Data Start Marker

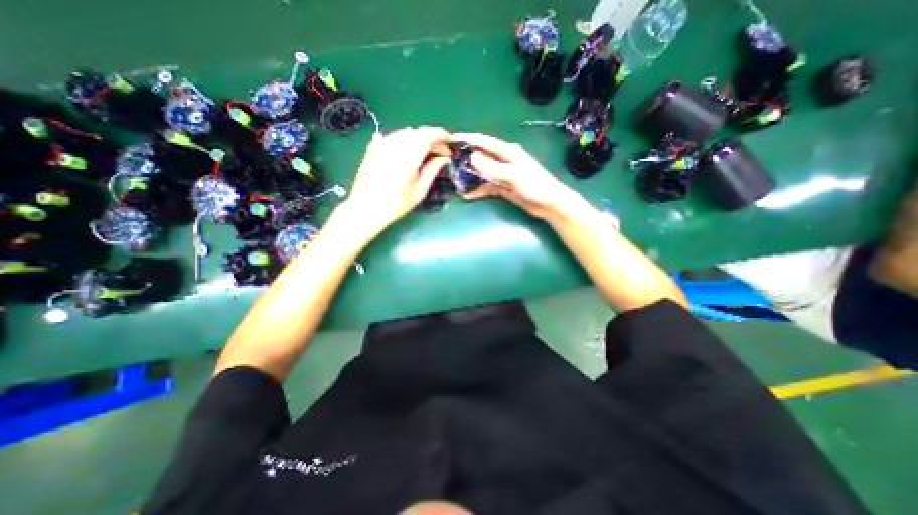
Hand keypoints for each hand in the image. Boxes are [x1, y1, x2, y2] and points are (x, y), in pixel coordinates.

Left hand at [344, 127, 451, 231]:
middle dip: (431, 138)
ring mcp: (382, 145)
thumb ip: (432, 170)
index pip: (428, 135)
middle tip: (440, 152)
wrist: (366, 208)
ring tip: (425, 152)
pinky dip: (404, 140)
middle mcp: (395, 145)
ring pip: (405, 132)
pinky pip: (392, 136)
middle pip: (417, 132)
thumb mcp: (419, 191)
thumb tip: (444, 158)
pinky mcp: (374, 148)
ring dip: (418, 138)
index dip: (441, 135)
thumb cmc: (396, 204)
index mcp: (408, 156)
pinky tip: (407, 151)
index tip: (449, 142)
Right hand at [448, 130, 576, 219]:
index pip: (484, 142)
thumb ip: (493, 167)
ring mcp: (504, 174)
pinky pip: (488, 186)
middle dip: (466, 158)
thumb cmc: (535, 186)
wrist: (549, 204)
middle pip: (482, 156)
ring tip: (455, 180)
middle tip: (449, 162)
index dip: (468, 139)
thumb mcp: (513, 176)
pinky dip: (479, 190)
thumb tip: (472, 158)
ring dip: (471, 177)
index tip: (451, 139)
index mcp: (508, 152)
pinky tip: (468, 195)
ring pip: (483, 172)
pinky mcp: (504, 187)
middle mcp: (504, 160)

Data End Marker

§ **Exercise prompt**: Please set down each line of the data above exactly as written, without the pictures.

§ **Response area**:
Hand keypoints for each hand in the image. Boxes are [x1, y1, x2, y2] and points are (x, y), in pixel coordinates.

Left hand at [344, 127, 451, 231]:
middle dip: (431, 138)
ring mcp: (382, 145)
thumb ip: (432, 170)
index pip: (428, 135)
middle tip: (440, 152)
wrist: (366, 208)
ring tip: (425, 152)
pinky dip: (404, 140)
middle mcp: (395, 145)
ring pip: (405, 132)
pinky pip: (392, 136)
middle pip: (417, 132)
thumb mcp: (419, 191)
thumb tip: (444, 158)
pinky mcp: (374, 148)
ring dip: (418, 138)
index dip: (441, 135)
thumb cmc: (396, 204)
index mcp: (408, 156)
pinky tip: (407, 151)
index tip: (449, 142)
Right hand at [448, 130, 576, 219]:
index pip: (484, 142)
thumb ip: (493, 167)
ring mcp: (504, 174)
pinky pip: (488, 186)
middle dip: (466, 158)
thumb cmc: (535, 186)
wrist: (549, 204)
middle pip: (482, 156)
ring tip: (455, 180)
middle tip: (449, 162)
index dip: (468, 139)
thumb mcp: (513, 176)
pinky dip: (479, 190)
thumb tip: (472, 158)
ring dip: (471, 177)
index tip: (451, 139)
index mcp: (508, 152)
pinky tip: (468, 195)
ring pip: (483, 172)
pinky mcp: (504, 187)
middle mcp: (504, 160)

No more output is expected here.